1	lb. white Navy beans
1	ham hock
2	onions chopped
1	carrot chopped
2	celery stalks with tops chopped
2	bay leaves, thyme or other spices to taste
2	garlic cloves crushed
1	lg. can crushed tomatoes
Chicken broth as needed for thickness




Directions 

Combine all ingredients; bring to boil, set aside for an hour to soften the beans. Follow by cooking covered on low heat until done.
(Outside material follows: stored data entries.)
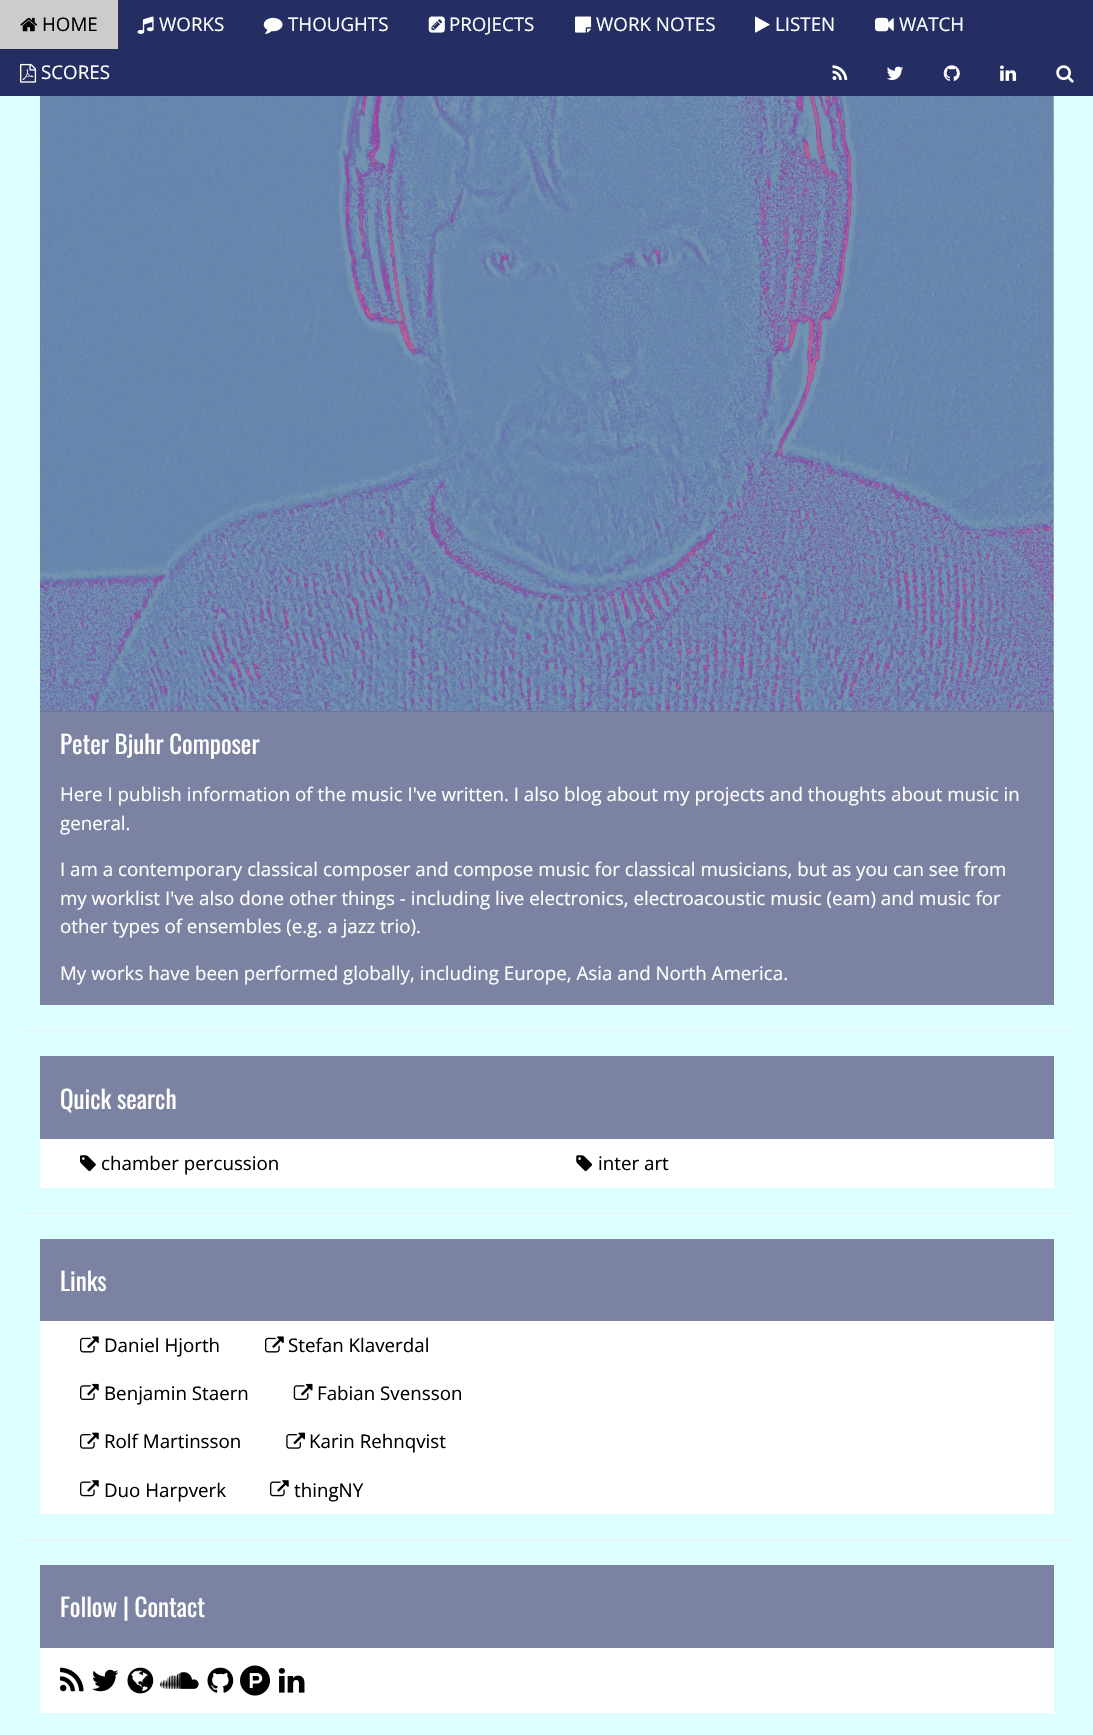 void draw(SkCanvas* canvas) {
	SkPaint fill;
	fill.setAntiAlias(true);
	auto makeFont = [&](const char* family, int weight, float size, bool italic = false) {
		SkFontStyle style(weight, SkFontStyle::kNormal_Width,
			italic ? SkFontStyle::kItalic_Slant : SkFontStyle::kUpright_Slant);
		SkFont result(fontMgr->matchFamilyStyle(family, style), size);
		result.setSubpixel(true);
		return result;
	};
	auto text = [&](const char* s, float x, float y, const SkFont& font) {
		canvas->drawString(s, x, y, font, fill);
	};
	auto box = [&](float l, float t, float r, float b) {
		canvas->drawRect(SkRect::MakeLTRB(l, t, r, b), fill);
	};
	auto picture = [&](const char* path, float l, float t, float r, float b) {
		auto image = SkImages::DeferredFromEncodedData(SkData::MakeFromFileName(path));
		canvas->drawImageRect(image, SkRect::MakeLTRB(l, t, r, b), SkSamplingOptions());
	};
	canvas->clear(0xFFDDFFFF);
	fill.setColor(0xFF252E63);
	box(0, 0, 1093, 96);
	fill.setColor(0xFFCCCCCC);
	box(0, 0, 118, 49);
	picture("image0.png", 20, 17, 38, 32);
	picture("image1.png", 137, 16, 154, 34);
	picture("image2.png", 263, 17, 283, 34);
	picture("image3.png", 428, 16, 445, 33);
	picture("image4.png", 575, 16, 592, 33);
	picture("image5.png", 755, 16, 770, 33);
	picture("image6.png", 875, 17, 894, 32);
	picture("image7.png", 20, 63, 37, 83);
	picture("image8.png", 832, 65, 848, 80);
	picture("image9.png", 886, 66, 903, 80);
	picture("image10.png", 943, 65, 960, 81);
	picture("image11.png", 1000, 65, 1017, 81);
	picture("image12.png", 1056, 65, 1074, 83);
	fill.setColor(0xFFFFFFFF);
	box(40, 96, 1054, 1005);
	picture("image13.png", 40, 96, 1054, 712);
	fill.setColor(0x99252E63);
	box(40, 711, 1054, 1005);
	fill.setColor(0xFFEEEEEE);
	box(20, 1030, 1074, 1031);
	fill.setColor(0xFFFFFFFF);
	box(40, 1139, 1054, 1188);
	fill.setColor(0xFF7C82A1);
	box(40, 1056, 1054, 1139);
	picture("image14.png", 80, 1155, 96, 1172);
	picture("image15.png", 576, 1155, 593, 1172);
	fill.setColor(0xFFEEEEEE);
	box(20, 1213, 1074, 1214);
	fill.setColor(0xFFFFFFFF);
	box(40, 1321, 1054, 1514);
	fill.setColor(0xFF7C82A1);
	box(40, 1239, 1054, 1321);
	picture("image16.png", 80, 1336, 99, 1353);
	picture("image16.png", 265, 1336, 284, 1353);
	picture("image17.png", 80, 1383, 99, 1400);
	picture("image18.png", 293, 1383, 313, 1400);
	picture("image19.png", 80, 1432, 99, 1449);
	picture("image20.png", 286, 1432, 305, 1449);
	picture("image21.png", 80, 1480, 99, 1497);
	picture("image21.png", 270, 1480, 289, 1497);
	fill.setColor(0xFFEEEEEE);
	box(20, 1539, 1074, 1540);
	fill.setColor(0xFFFFFFFF);
	box(40, 1648, 1054, 1713);
	fill.setColor(0xFF7C82A1);
	box(40, 1565, 1054, 1648);
	picture("image22.png", 60, 1667, 84, 1692);
	picture("image23.png", 92, 1669, 119, 1692);
	picture("image24.png", 127, 1667, 154, 1694);
	picture("image25.png", 160, 1672, 199, 1689);
	picture("image26.png", 207, 1667, 234, 1693);
	picture("image27.png", 240, 1665, 270, 1696);
	picture("image28.png", 278, 1668, 305, 1693);
	auto font1 = makeFont("Open Sans", 400, 18.75f);
	fill.setColor(0xFF000000);
	text("HOME", 42, 31, font1);
	fill.setColor(0xFFFFFFFF);
	text("WORKS", 159, 31, font1);
	text("THOUGHTS", 288, 31, font1);
	text("PROJECTS", 449, 31, font1);
	text("WORK NOTES", 596, 31, font1);
	text("LISTEN", 775, 31, font1);
	text("WATCH", 899, 31, font1);
	text("SCORES", 41, 79, font1);
	auto font2 = makeFont("Oswald", 400, 25);
	text("Peter Bjuhr Composer", 60, 754, font2);
	text("Here I publish information of the music I've written. I also blog about my projects and thoughts about music in", 60, 801, font1);
	text("general.", 60, 830, font1);
	text("I am a contemporary classical composer and compose music for classical musicians, but as you can see from", 60, 876, font1);
	text("my worklist I've also done other things - including live electronics, electroacoustic music (eam) and music for", 60, 905, font1);
	text("other types of ensembles (e.g. a jazz trio).", 60, 933, font1);
	text("My works have been performed globally, including Europe, Asia and North America.", 60, 980, font1);
	text("Quick search", 60, 1109, font2);
	fill.setColor(0xFF000000);
	text("chamber percussion", 101, 1170, font1);
	text("inter art", 598, 1170, font1);
	fill.setColor(0xFFFFFFFF);
	text("Links", 60, 1291, font2);
	fill.setColor(0xFF000000);
	text("Daniel Hjorth", 104, 1352, font1);
	text("Stefan Klaverdal", 288, 1352, font1);
	text("Benjamin Staern", 104, 1400, font1);
	text("Fabian Svensson", 317, 1400, font1);
	text("Rolf Martinsson", 104, 1448, font1);
	text("Karin Rehnqvist", 309, 1448, font1);
	text("Duo Harpverk", 104, 1497, font1);
	text("thingNY", 294, 1497, font1);
	fill.setColor(0xFFFFFFFF);
	text("Follow | Contact", 60, 1617, font2);
}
Season to taste after cooking.


----------



## ben27 (Dec 27, 2012)

good day jamesgpobog.today.03:24 re:captain john mccrea's navy bean soup.thank you for the ingredients.looks like a healthy dish.another gem from the uss iowa.keep posting regards ben27


----------



## ALAN TYLER (Dec 22, 2007)

Very similar to our own "Pea-Wack"....Split pea soup, green or yellow.


----------



## alan ward (Jul 20, 2009)

My missus` 3 beans soup with chillis,
unbeatable she made a big pot for the pun.no-one bought any so i had it for lunch 3 days on the run(or trot)then she stopped me saying it was past its best,I thought it was still great.


----------



## Chris Isaac (Jul 29, 2006)

Who wants something that's bean soup?
I want to know what it is now!


----------